## [DIRECTIONS]
Start at the line in the entries below that contains "thumb mcp: (198, 162)", stop at the line that contains "pinky dip: (810, 1041)", and output exactly the lines in that span, both ends included.

## [INPUT FOR THIS TASK]
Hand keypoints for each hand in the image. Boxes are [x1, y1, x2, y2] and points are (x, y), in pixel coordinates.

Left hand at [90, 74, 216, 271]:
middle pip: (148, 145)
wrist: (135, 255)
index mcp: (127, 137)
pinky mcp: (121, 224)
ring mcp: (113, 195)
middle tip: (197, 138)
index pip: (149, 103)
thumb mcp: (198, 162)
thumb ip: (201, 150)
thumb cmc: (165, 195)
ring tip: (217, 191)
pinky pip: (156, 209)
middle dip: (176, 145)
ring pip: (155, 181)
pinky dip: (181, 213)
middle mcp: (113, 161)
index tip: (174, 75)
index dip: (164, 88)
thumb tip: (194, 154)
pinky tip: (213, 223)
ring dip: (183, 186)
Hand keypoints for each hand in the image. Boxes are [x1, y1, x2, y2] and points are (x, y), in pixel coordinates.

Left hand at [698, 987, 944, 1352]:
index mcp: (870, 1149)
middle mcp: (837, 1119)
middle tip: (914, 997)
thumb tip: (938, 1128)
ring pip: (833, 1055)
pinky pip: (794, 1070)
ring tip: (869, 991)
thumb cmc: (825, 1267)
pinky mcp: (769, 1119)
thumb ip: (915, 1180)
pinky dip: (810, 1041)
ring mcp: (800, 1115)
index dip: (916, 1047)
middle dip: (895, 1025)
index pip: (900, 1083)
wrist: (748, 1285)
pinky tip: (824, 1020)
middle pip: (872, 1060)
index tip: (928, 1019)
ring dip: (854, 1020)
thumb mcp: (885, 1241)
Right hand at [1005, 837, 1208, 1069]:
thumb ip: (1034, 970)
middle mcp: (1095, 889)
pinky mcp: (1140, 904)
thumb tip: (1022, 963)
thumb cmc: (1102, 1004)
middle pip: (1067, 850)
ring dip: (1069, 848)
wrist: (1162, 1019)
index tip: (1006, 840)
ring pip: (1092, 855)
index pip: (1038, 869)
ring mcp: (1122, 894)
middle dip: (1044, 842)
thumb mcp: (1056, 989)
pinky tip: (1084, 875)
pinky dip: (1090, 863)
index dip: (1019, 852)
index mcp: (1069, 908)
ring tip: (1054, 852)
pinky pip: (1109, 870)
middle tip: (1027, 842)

...

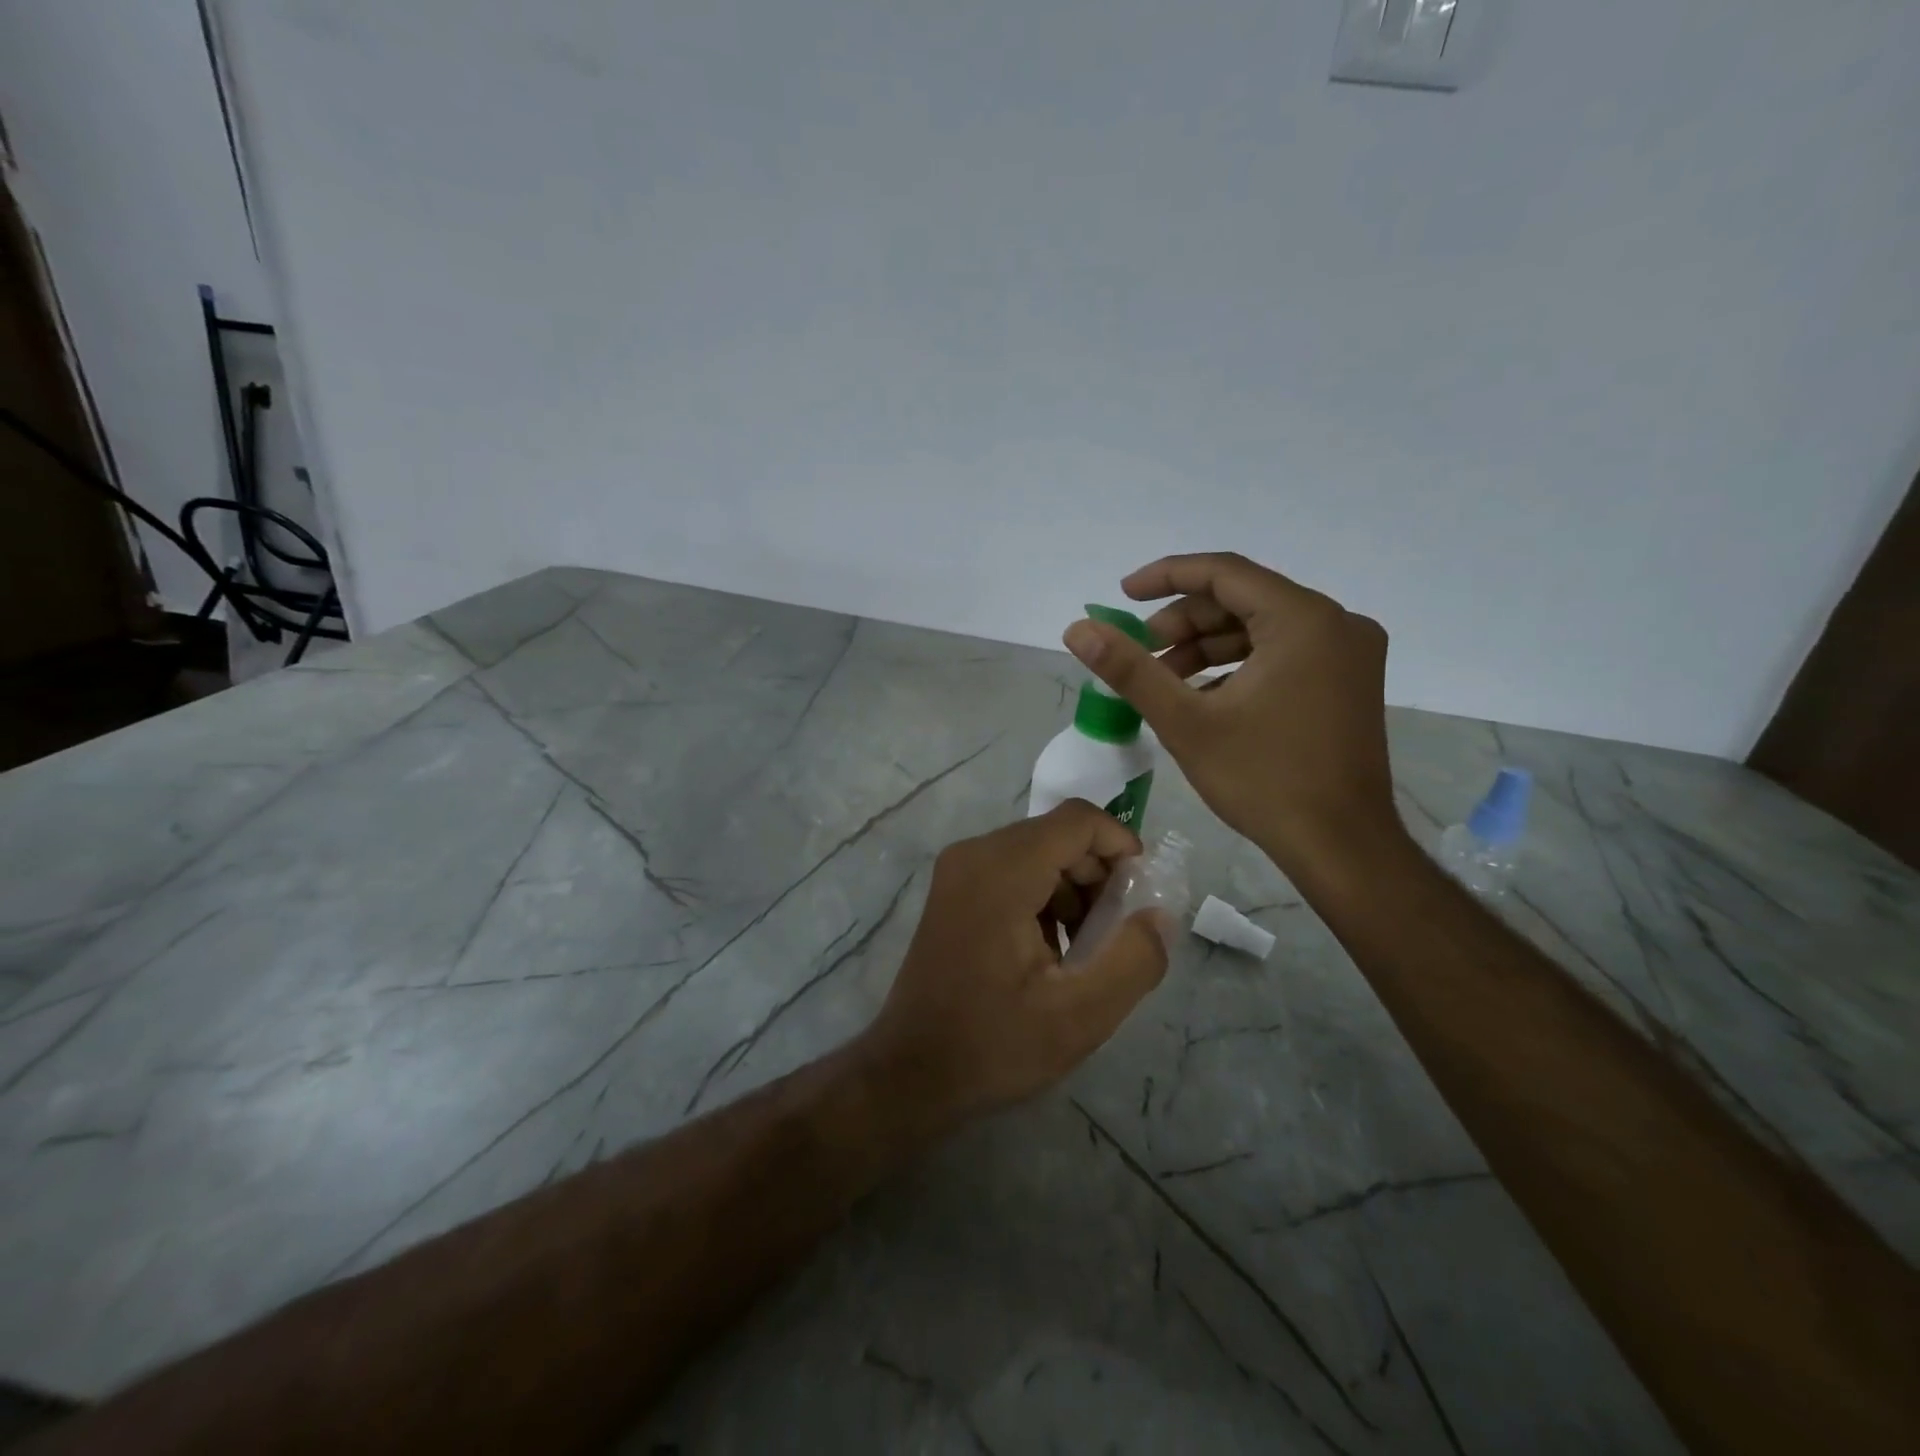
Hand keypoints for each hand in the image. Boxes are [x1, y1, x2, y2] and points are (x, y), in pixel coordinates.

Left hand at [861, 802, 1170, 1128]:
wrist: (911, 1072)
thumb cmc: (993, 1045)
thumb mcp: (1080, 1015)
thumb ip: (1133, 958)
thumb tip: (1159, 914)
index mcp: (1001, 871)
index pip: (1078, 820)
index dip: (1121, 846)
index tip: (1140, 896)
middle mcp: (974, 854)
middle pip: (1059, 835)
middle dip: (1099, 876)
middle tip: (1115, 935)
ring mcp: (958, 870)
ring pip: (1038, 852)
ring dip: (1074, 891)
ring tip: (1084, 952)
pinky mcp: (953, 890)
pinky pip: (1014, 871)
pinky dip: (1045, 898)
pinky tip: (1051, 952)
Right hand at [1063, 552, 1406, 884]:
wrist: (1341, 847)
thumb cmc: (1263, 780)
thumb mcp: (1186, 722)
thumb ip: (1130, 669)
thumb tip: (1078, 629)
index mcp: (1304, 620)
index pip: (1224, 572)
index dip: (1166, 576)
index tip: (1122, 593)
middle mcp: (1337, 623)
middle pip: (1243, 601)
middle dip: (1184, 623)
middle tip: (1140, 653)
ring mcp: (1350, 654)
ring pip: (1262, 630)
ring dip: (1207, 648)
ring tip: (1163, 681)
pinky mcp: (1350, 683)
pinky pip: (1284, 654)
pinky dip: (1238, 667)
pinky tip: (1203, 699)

--

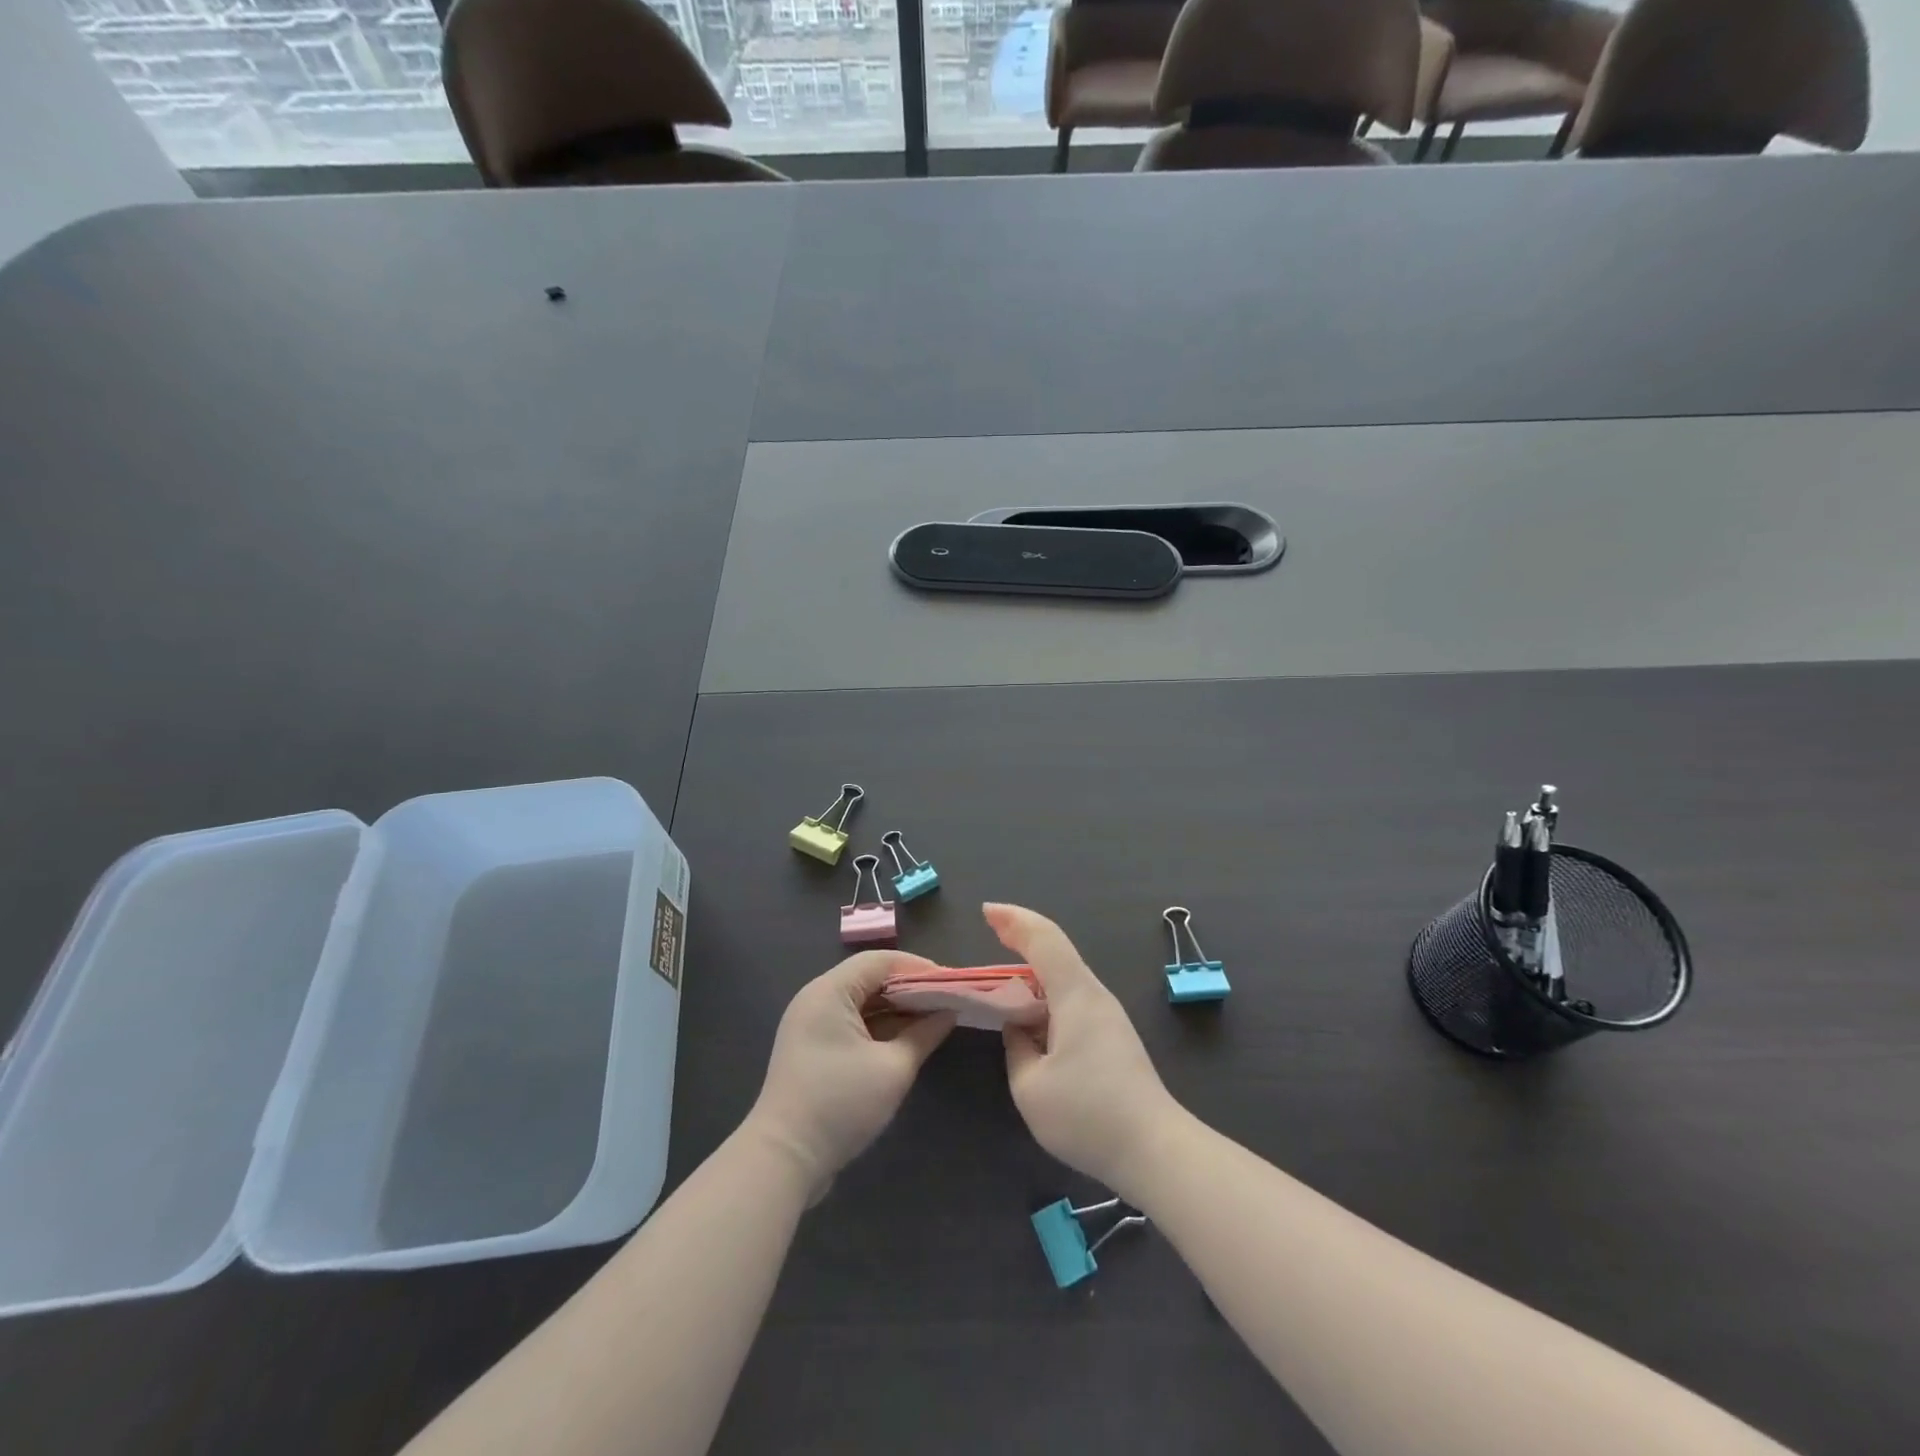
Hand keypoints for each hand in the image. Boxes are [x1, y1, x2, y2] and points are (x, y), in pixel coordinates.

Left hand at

## [RESPONSE AREA]
thumb mcp: (198, 162)
thumb ip: (201, 150)
thumb cmc: (165, 195)
ring tip: (217, 191)
pinky pip: (156, 209)
middle dip: (176, 145)
ring pip: (155, 181)
pinky dip: (181, 213)
middle mcp: (113, 161)
index tip: (174, 75)
index dip: (164, 88)
thumb tip: (194, 154)
pinky tip: (213, 223)
ring dip: (183, 186)
Hand keypoints for each hand in the image. Boxes are [x1, y1, x2, y2] and points are (x, y), in pixel coordinates.

Left hand at [698, 987, 944, 1352]:
index mcp: (870, 1149)
middle mcp: (837, 1119)
middle tip: (914, 997)
thumb tip: (938, 1128)
ring pip: (833, 1055)
pinky pip: (794, 1070)
ring tip: (869, 991)
thumb cmc: (825, 1267)
pinky mcp: (769, 1119)
thumb ip: (915, 1180)
pinky dip: (810, 1041)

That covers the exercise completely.